What you definitely do not want to do is to procure something you do not need, does not do the job or that is too rigid and cannot meet your needs at the beginning middle and end of the CIL setting and plan making process. So think ahead and make sure your tender allows for iterations and refreshing and that the costs for these are clear.
When considering what approach you should take and whether to procure specialist help just for CIL, ask yourself what you already have, what you need/want and what you can realistically do yourself based the best use of skills and resources
- Do you already have an infrastructure delivery plan (IDP) or infrastructure list that supports the delivery of your local plan (core strategy)?
- Is there enough information in your IDP to identify an aggregate funding gap that is greater than the amount of CIL you are likely to collect? If so, to set your CIL you may need no more in terms of infrastructure evidence. But you need to consider how this will be communicated and what you will do in terms of project managing the delivery of infrastructure when you have set your CIL.
- Or do you need/want to demonstrate to councillors, the local community an aggregate funding gap that illustrates the IDP for the first five(?) years of the delivery of your strategy? In that case do you need further costing of infrastructure and too identify funding sources?
- Or do you need/want to demonstrate to councillors and the local community an aggregate funding gap based on all the major strategic infrastructure?
- Do you understand, and have evidence about, the value of development and land across your area, as this will have a significant impact on the rate/s you will set and whether you need to differentiate your rates in terms of geographic zones? Can you do a high level assessment of this with publically available information? Or is this the first stage that you would like a viability expert to do?
- Do you understand the quantum of development that you are likely to be able to charge CIL and how much you may be able to achieve through CIL?
- Do you have up to date viability studies that you can use to assess the viability of development in your area?
- Can you reuse the inputs or models that you have already got for planning applications or plan making? Are they still valid?
- Do you want a model and assumptions that you can reuse over time as circumstances or inputs change without re engaging the consultant?
- Do you wish your consultant to be involved/arrange meetings/workshops with stakeholders to look at evidence, assumptions and different scenarios?
Finally - just check
- When you and your consultants consider viability for CIL you need to ensure that with your adopted CIL you can still deliver the development strategy for your area, and that you have balanced the desire to collect CIL for infrastructure while not putting too much development at risk. To achieve this, CIL viability cannot be considered in isolation – the other costs that will affect development in your area must be considered.
- In any viability study, other policy costs such as affordable housing, sustainable carbon reduction measures, and potential s106 cost for site specific infrastructure to mitigate the effects of the development must be factored in. If you already have a plan, you need to ensure that you or your viability specialist is aware of these costs. If you are doing your plan in tandem with your CIL, emerging policy scenarios should be tested alongside emerging CIL rates to ensure that you achieve a balance that is viable and can deliver the development strategy for your area.

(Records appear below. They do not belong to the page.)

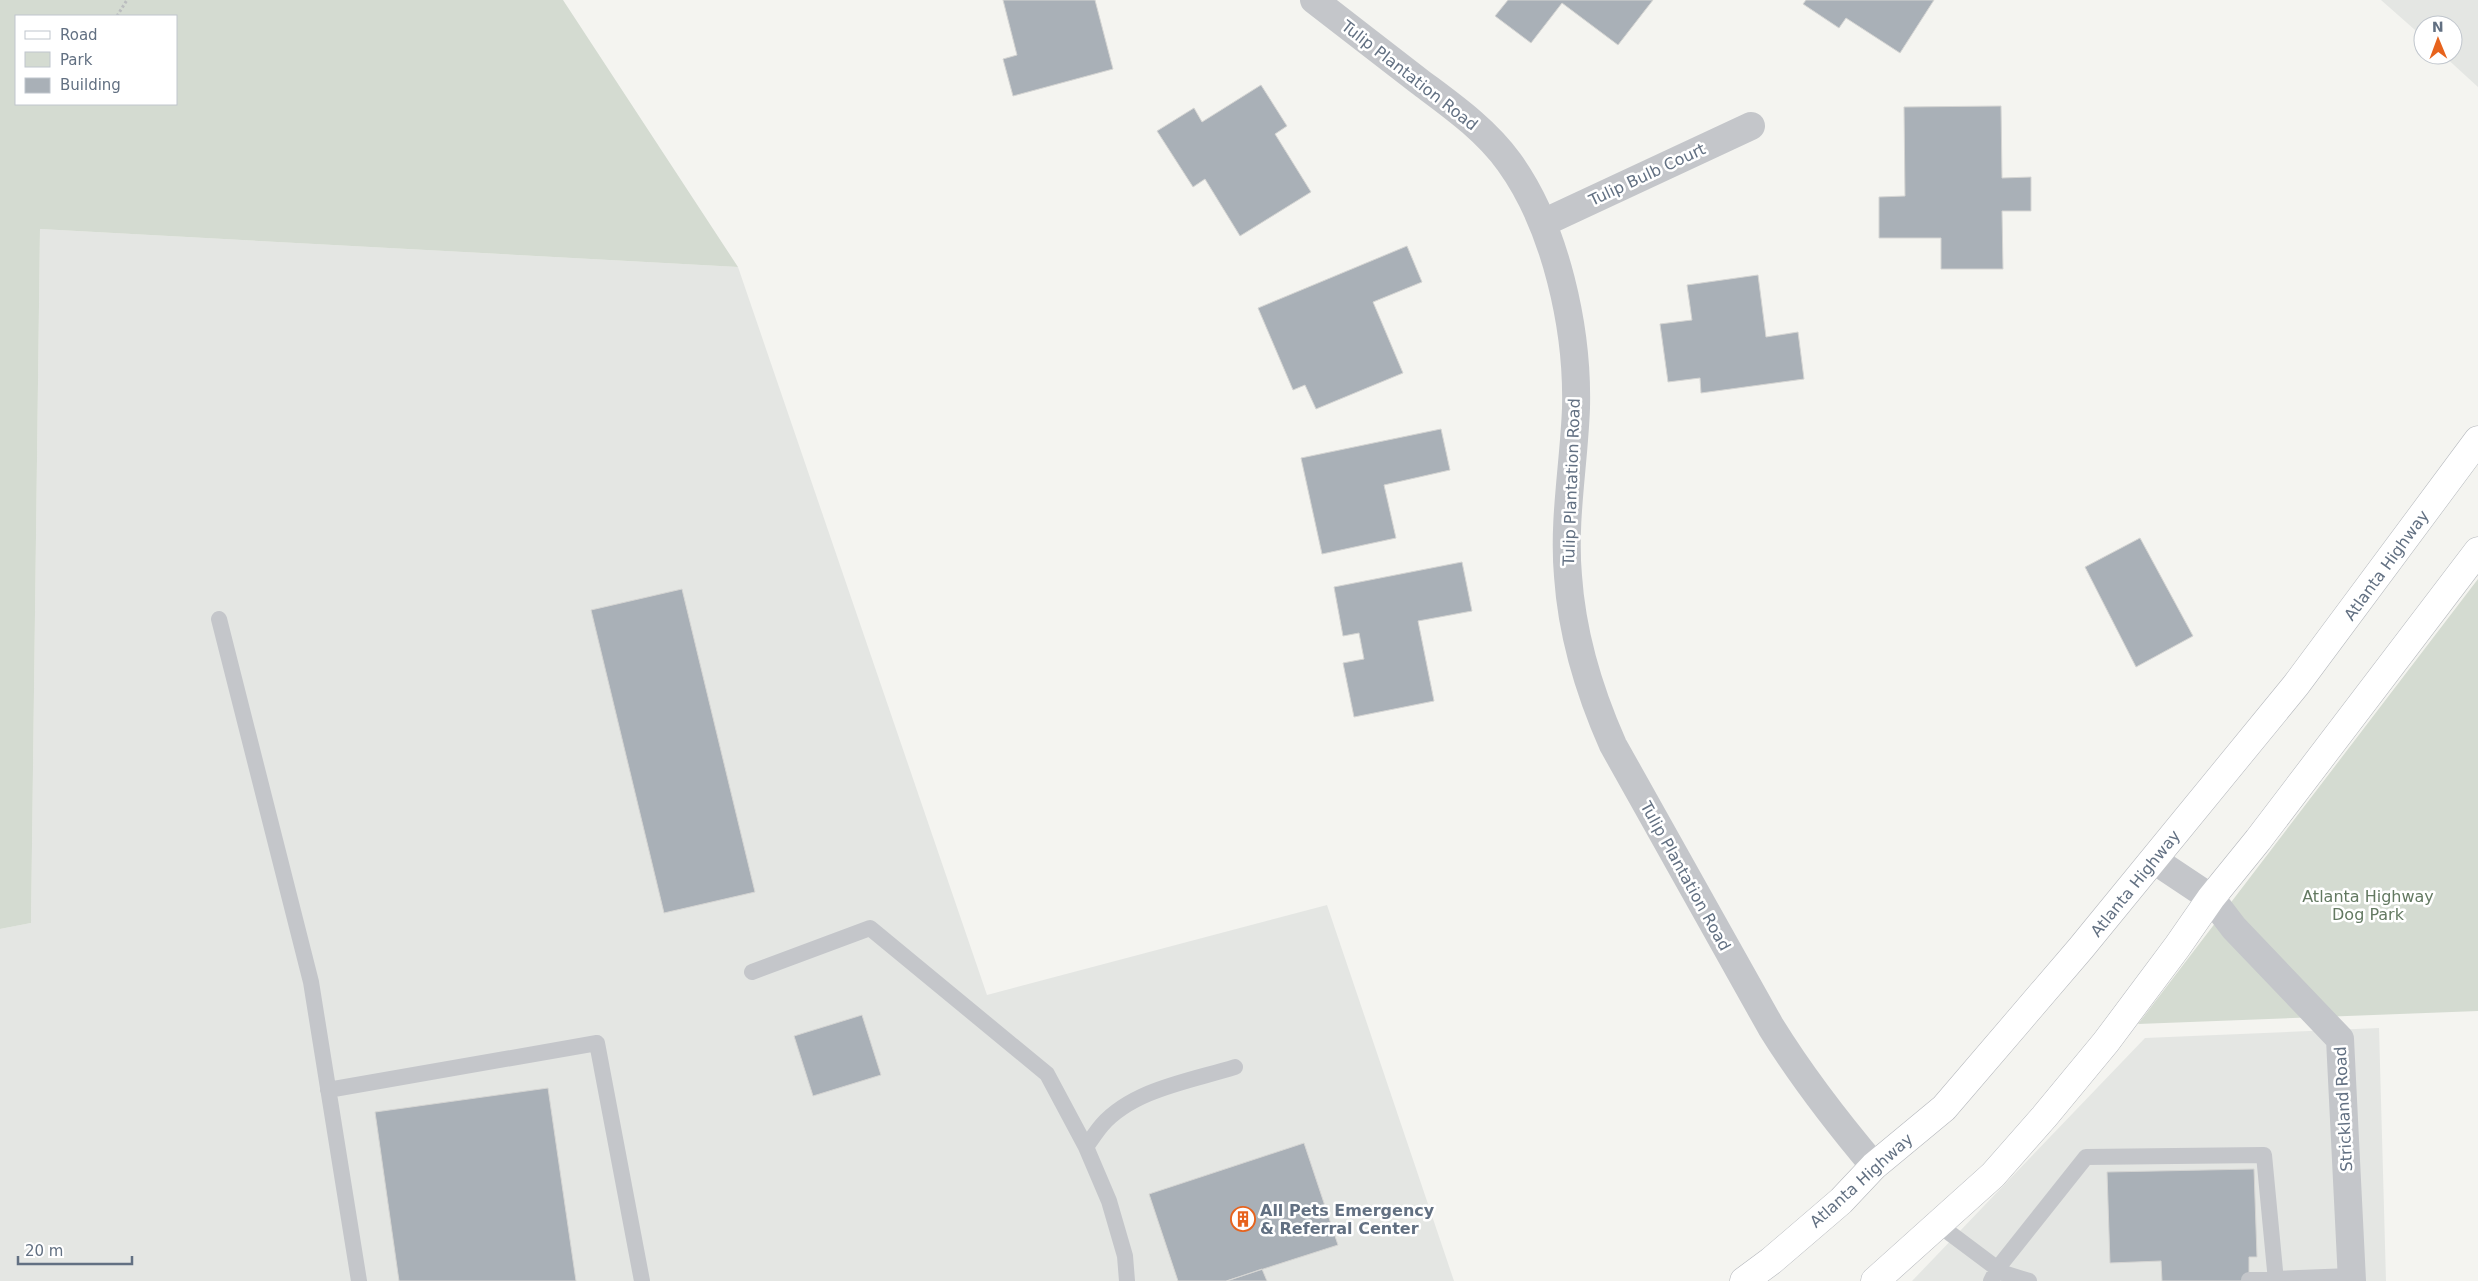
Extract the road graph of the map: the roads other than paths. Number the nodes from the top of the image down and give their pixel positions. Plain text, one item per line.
1 (1314, 0) edge
2 (1751, 126) dead end
3 (1543, 223) junction
4 (2478, 440) edge
5 (2478, 551) edge
6 (219, 619) dead end
7 (2154, 860) junction
8 (2211, 898) junction
9 (752, 972) dead end
10 (1235, 1067) dead end
11 (328, 1090) junction
12 (1086, 1147) junction
13 (1874, 1166) junction
14 (1939, 1225) junction
15 (1994, 1275) edge
16 (2351, 1279) edge
17 (2249, 1280) edge
18 (2276, 1280) edge
19 (359, 1281) edge
20 (642, 1281) edge
21 (1127, 1281) edge
22 (1744, 1281) edge
23 (1875, 1281) edge
24 (2029, 1281) edge

1 - 3 street, Tulip Plantation Road
2 - 3 street, Tulip Bulb Court
3 - 13 street, Tulip Plantation Road
4 - 7 main road, Atlanta Highway
5 - 8 main road
6 - 11 lane
7 - 8 street, Strickland Road
7 - 13 main road, Atlanta Highway
8 - 14 main road
8 - 16 street, Strickland Road
9 - 12 lane
10 - 12 lane
11 - 19 lane
11 - 20 lane
12 - 21 lane
13 - 22 main road, Atlanta Highway
14 - 15 lane
14 - 23 main road
15 - 18 lane
15 - 24 lane
16 - 18 lane
17 - 18 lane

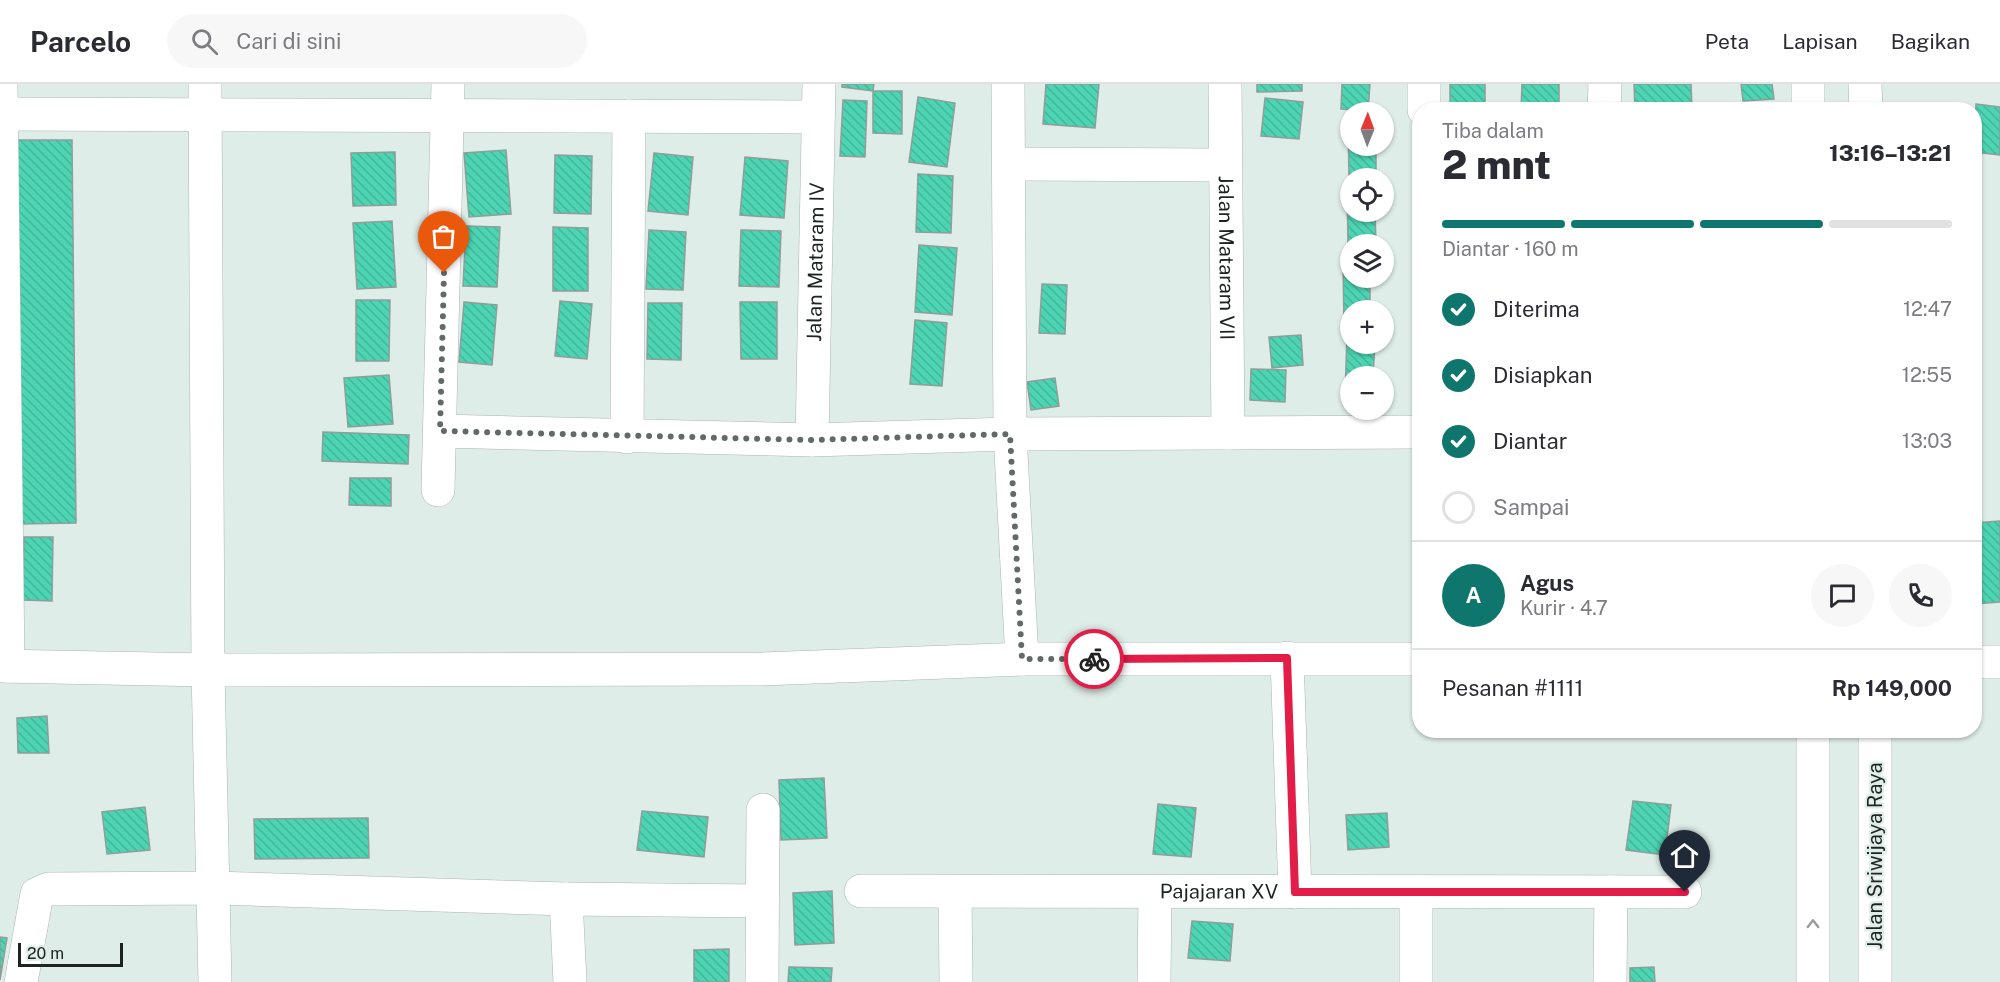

- Make sure that you understand all the assumptions and information sources that have been used in your viability study, Avoid ‘black box’ appraisal models.
- Have you, and your consultants, used the ‘Viability Testing Local Plans: Advice for planning practitioners’ in formulating your viability evidence?
- When you are thinking of appointing any consultant make sure that they understand what you want them to achieve and for what purpose. CIL is fairly new and you need to make sure that your specialist consultant understands how their work will contribute to your CIL or wider plan making. Do not presume they understand what is required for CIL.